__Work required__
Could the entries below be transcribed word for word, with the pictures omitted?

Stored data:
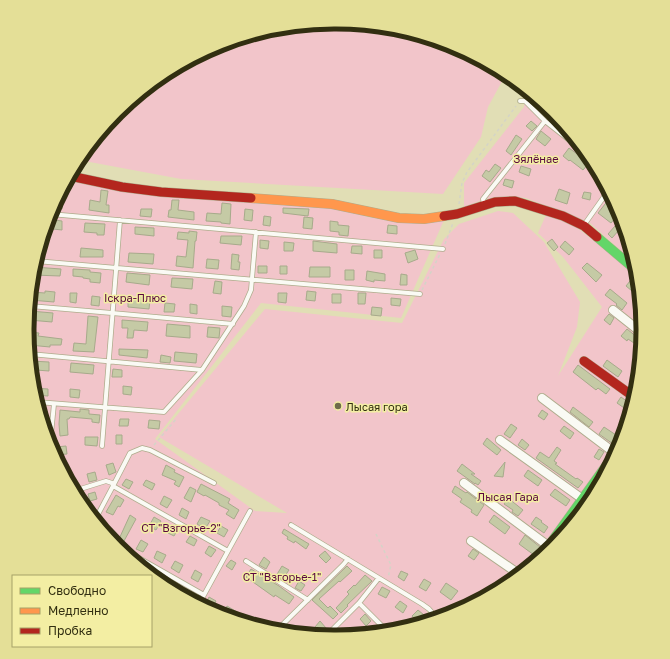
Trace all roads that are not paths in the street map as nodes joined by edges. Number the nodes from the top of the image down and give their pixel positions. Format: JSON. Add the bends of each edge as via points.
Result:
{"nodes":[{"id":1,"x":520,"y":101,"type":"road end"},
{"id":2,"x":545,"y":121,"type":"junction"},
{"id":3,"x":566,"y":137,"type":"edge"},
{"id":4,"x":76,"y":177,"type":"edge"},
{"id":5,"x":605,"y":196,"type":"edge"},
{"id":6,"x":484,"y":205,"type":"junction"},
{"id":7,"x":57,"y":215,"type":"edge"},
{"id":8,"x":120,"y":220,"type":"junction"},
{"id":9,"x":584,"y":226,"type":"junction"},
{"id":10,"x":256,"y":232,"type":"junction"},
{"id":11,"x":443,"y":249,"type":"dead end"},
{"id":12,"x":42,"y":262,"type":"edge"},
{"id":13,"x":628,"y":263,"type":"edge"},
{"id":14,"x":116,"y":268,"type":"junction"},
{"id":15,"x":252,"y":280,"type":"junction"},
{"id":16,"x":420,"y":294,"type":"dead end"},
{"id":17,"x":35,"y":306,"type":"edge"},
{"id":18,"x":613,"y":310,"type":"dead end"},
{"id":19,"x":112,"y":313,"type":"junction"},
{"id":20,"x":233,"y":324,"type":"junction"},
{"id":21,"x":636,"y":327,"type":"edge"},
{"id":22,"x":36,"y":354,"type":"edge"},
{"id":23,"x":109,"y":361,"type":"junction"},
{"id":24,"x":584,"y":361,"type":"dead end"},
{"id":25,"x":202,"y":370,"type":"junction"},
{"id":26,"x":629,"y":393,"type":"edge"},
{"id":27,"x":542,"y":398,"type":"dead end"},
{"id":28,"x":44,"y":403,"type":"edge"},
{"id":29,"x":54,"y":404,"type":"junction"},
{"id":30,"x":106,"y":408,"type":"junction"},
{"id":31,"x":51,"y":430,"type":"edge"},
{"id":32,"x":500,"y":440,"type":"dead end"},
{"id":33,"x":102,"y":446,"type":"dead end"},
{"id":34,"x":611,"y":449,"type":"edge"},
{"id":35,"x":214,"y":483,"type":"dead end"},
{"id":36,"x":464,"y":483,"type":"dead end"},
{"id":37,"x":113,"y":486,"type":"junction"},
{"id":38,"x":81,"y":489,"type":"edge"},
{"id":39,"x":583,"y":499,"type":"edge"},
{"id":40,"x":250,"y":511,"type":"dead end"},
{"id":41,"x":98,"y":514,"type":"edge"},
{"id":42,"x":291,"y":526,"type":"dead end"},
{"id":43,"x":471,"y":541,"type":"dead end"},
{"id":44,"x":545,"y":544,"type":"edge"},
{"id":45,"x":228,"y":551,"type":"junction"},
{"id":46,"x":348,"y":559,"type":"junction"},
{"id":47,"x":143,"y":561,"type":"edge"},
{"id":48,"x":246,"y":561,"type":"dead end"},
{"id":49,"x":515,"y":570,"type":"edge"},
{"id":50,"x":378,"y":579,"type":"junction"},
{"id":51,"x":204,"y":595,"type":"junction"},
{"id":52,"x":202,"y":599,"type":"edge"},
{"id":53,"x":308,"y":600,"type":"junction"},
{"id":54,"x":359,"y":603,"type":"junction"},
{"id":55,"x":433,"y":614,"type":"edge"},
{"id":56,"x":282,"y":625,"type":"edge"},
{"id":57,"x":382,"y":626,"type":"edge"},
{"id":58,"x":332,"y":630,"type":"edge"}],
"edges":[{"from":1,"to":2,"type":"lane","via":[[524,101]]},
{"from":2,"to":3,"type":"lane"},
{"from":2,"to":6,"type":"lane","via":[[483,198]]},
{"from":4,"to":6,"type":"street","via":[[161,192],[332,204],[399,218],[424,219],[457,214]]},
{"from":5,"to":9,"type":"lane"},
{"from":6,"to":9,"type":"street","via":[[515,201],[563,216]]},
{"from":7,"to":8,"type":"lane"},
{"from":8,"to":10,"type":"lane"},
{"from":8,"to":14,"type":"lane"},
{"from":9,"to":13,"type":"street"},
{"from":10,"to":11,"type":"lane"},
{"from":10,"to":15,"type":"lane"},
{"from":12,"to":14,"type":"lane"},
{"from":14,"to":15,"type":"lane"},
{"from":14,"to":19,"type":"lane"},
{"from":15,"to":16,"type":"lane"},
{"from":15,"to":20,"type":"lane","via":[[249,295]]},
{"from":17,"to":19,"type":"lane"},
{"from":18,"to":21,"type":"street"},
{"from":19,"to":20,"type":"lane"},
{"from":19,"to":23,"type":"lane"},
{"from":20,"to":25,"type":"lane"},
{"from":22,"to":23,"type":"lane"},
{"from":23,"to":25,"type":"lane"},
{"from":23,"to":30,"type":"lane"},
{"from":24,"to":26,"type":"street"},
{"from":25,"to":30,"type":"lane","via":[[164,412]]},
{"from":27,"to":34,"type":"street"},
{"from":28,"to":29,"type":"lane"},
{"from":29,"to":30,"type":"lane"},
{"from":29,"to":31,"type":"lane"},
{"from":30,"to":33,"type":"lane"},
{"from":32,"to":39,"type":"street"},
{"from":35,"to":37,"type":"lane","via":[[142,448],[130,453]]},
{"from":36,"to":44,"type":"street"},
{"from":37,"to":38,"type":"lane","via":[[106,481]]},
{"from":37,"to":41,"type":"lane"},
{"from":37,"to":45,"type":"lane"},
{"from":40,"to":45,"type":"lane"},
{"from":42,"to":46,"type":"lane"},
{"from":43,"to":49,"type":"street"},
{"from":45,"to":51,"type":"lane"},
{"from":46,"to":50,"type":"lane"},
{"from":46,"to":53,"type":"lane"},
{"from":47,"to":51,"type":"lane"},
{"from":48,"to":53,"type":"lane"},
{"from":50,"to":54,"type":"lane"},
{"from":50,"to":55,"type":"lane","via":[[422,604]]},
{"from":51,"to":52,"type":"lane"},
{"from":53,"to":56,"type":"lane"},
{"from":54,"to":57,"type":"lane"},
{"from":54,"to":58,"type":"lane"}]}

__Answer section__
Trace all roads that are not paths in the street map as nodes joined by edges. Number the nodes from the top of the image down and give their pixel positions. Format: JSON. Add the bends of each edge as via points.
Result:
{"nodes":[{"id":1,"x":520,"y":101,"type":"road end"},
{"id":2,"x":545,"y":121,"type":"junction"},
{"id":3,"x":566,"y":137,"type":"edge"},
{"id":4,"x":76,"y":177,"type":"edge"},
{"id":5,"x":605,"y":196,"type":"edge"},
{"id":6,"x":484,"y":205,"type":"junction"},
{"id":7,"x":57,"y":215,"type":"edge"},
{"id":8,"x":120,"y":220,"type":"junction"},
{"id":9,"x":584,"y":226,"type":"junction"},
{"id":10,"x":256,"y":232,"type":"junction"},
{"id":11,"x":443,"y":249,"type":"dead end"},
{"id":12,"x":42,"y":262,"type":"edge"},
{"id":13,"x":628,"y":263,"type":"edge"},
{"id":14,"x":116,"y":268,"type":"junction"},
{"id":15,"x":252,"y":280,"type":"junction"},
{"id":16,"x":420,"y":294,"type":"dead end"},
{"id":17,"x":35,"y":306,"type":"edge"},
{"id":18,"x":613,"y":310,"type":"dead end"},
{"id":19,"x":112,"y":313,"type":"junction"},
{"id":20,"x":233,"y":324,"type":"junction"},
{"id":21,"x":636,"y":327,"type":"edge"},
{"id":22,"x":36,"y":354,"type":"edge"},
{"id":23,"x":109,"y":361,"type":"junction"},
{"id":24,"x":584,"y":361,"type":"dead end"},
{"id":25,"x":202,"y":370,"type":"junction"},
{"id":26,"x":629,"y":393,"type":"edge"},
{"id":27,"x":542,"y":398,"type":"dead end"},
{"id":28,"x":44,"y":403,"type":"edge"},
{"id":29,"x":54,"y":404,"type":"junction"},
{"id":30,"x":106,"y":408,"type":"junction"},
{"id":31,"x":51,"y":430,"type":"edge"},
{"id":32,"x":500,"y":440,"type":"dead end"},
{"id":33,"x":102,"y":446,"type":"dead end"},
{"id":34,"x":611,"y":449,"type":"edge"},
{"id":35,"x":214,"y":483,"type":"dead end"},
{"id":36,"x":464,"y":483,"type":"dead end"},
{"id":37,"x":113,"y":486,"type":"junction"},
{"id":38,"x":81,"y":489,"type":"edge"},
{"id":39,"x":583,"y":499,"type":"edge"},
{"id":40,"x":250,"y":511,"type":"dead end"},
{"id":41,"x":98,"y":514,"type":"edge"},
{"id":42,"x":291,"y":526,"type":"dead end"},
{"id":43,"x":471,"y":541,"type":"dead end"},
{"id":44,"x":545,"y":544,"type":"edge"},
{"id":45,"x":228,"y":551,"type":"junction"},
{"id":46,"x":348,"y":559,"type":"junction"},
{"id":47,"x":143,"y":561,"type":"edge"},
{"id":48,"x":246,"y":561,"type":"dead end"},
{"id":49,"x":515,"y":570,"type":"edge"},
{"id":50,"x":378,"y":579,"type":"junction"},
{"id":51,"x":204,"y":595,"type":"junction"},
{"id":52,"x":202,"y":599,"type":"edge"},
{"id":53,"x":308,"y":600,"type":"junction"},
{"id":54,"x":359,"y":603,"type":"junction"},
{"id":55,"x":433,"y":614,"type":"edge"},
{"id":56,"x":282,"y":625,"type":"edge"},
{"id":57,"x":382,"y":626,"type":"edge"},
{"id":58,"x":332,"y":630,"type":"edge"}],
"edges":[{"from":1,"to":2,"type":"lane","via":[[524,101]]},
{"from":2,"to":3,"type":"lane"},
{"from":2,"to":6,"type":"lane","via":[[483,198]]},
{"from":4,"to":6,"type":"street","via":[[161,192],[332,204],[399,218],[424,219],[457,214]]},
{"from":5,"to":9,"type":"lane"},
{"from":6,"to":9,"type":"street","via":[[515,201],[563,216]]},
{"from":7,"to":8,"type":"lane"},
{"from":8,"to":10,"type":"lane"},
{"from":8,"to":14,"type":"lane"},
{"from":9,"to":13,"type":"street"},
{"from":10,"to":11,"type":"lane"},
{"from":10,"to":15,"type":"lane"},
{"from":12,"to":14,"type":"lane"},
{"from":14,"to":15,"type":"lane"},
{"from":14,"to":19,"type":"lane"},
{"from":15,"to":16,"type":"lane"},
{"from":15,"to":20,"type":"lane","via":[[249,295]]},
{"from":17,"to":19,"type":"lane"},
{"from":18,"to":21,"type":"street"},
{"from":19,"to":20,"type":"lane"},
{"from":19,"to":23,"type":"lane"},
{"from":20,"to":25,"type":"lane"},
{"from":22,"to":23,"type":"lane"},
{"from":23,"to":25,"type":"lane"},
{"from":23,"to":30,"type":"lane"},
{"from":24,"to":26,"type":"street"},
{"from":25,"to":30,"type":"lane","via":[[164,412]]},
{"from":27,"to":34,"type":"street"},
{"from":28,"to":29,"type":"lane"},
{"from":29,"to":30,"type":"lane"},
{"from":29,"to":31,"type":"lane"},
{"from":30,"to":33,"type":"lane"},
{"from":32,"to":39,"type":"street"},
{"from":35,"to":37,"type":"lane","via":[[142,448],[130,453]]},
{"from":36,"to":44,"type":"street"},
{"from":37,"to":38,"type":"lane","via":[[106,481]]},
{"from":37,"to":41,"type":"lane"},
{"from":37,"to":45,"type":"lane"},
{"from":40,"to":45,"type":"lane"},
{"from":42,"to":46,"type":"lane"},
{"from":43,"to":49,"type":"street"},
{"from":45,"to":51,"type":"lane"},
{"from":46,"to":50,"type":"lane"},
{"from":46,"to":53,"type":"lane"},
{"from":47,"to":51,"type":"lane"},
{"from":48,"to":53,"type":"lane"},
{"from":50,"to":54,"type":"lane"},
{"from":50,"to":55,"type":"lane","via":[[422,604]]},
{"from":51,"to":52,"type":"lane"},
{"from":53,"to":56,"type":"lane"},
{"from":54,"to":57,"type":"lane"},
{"from":54,"to":58,"type":"lane"}]}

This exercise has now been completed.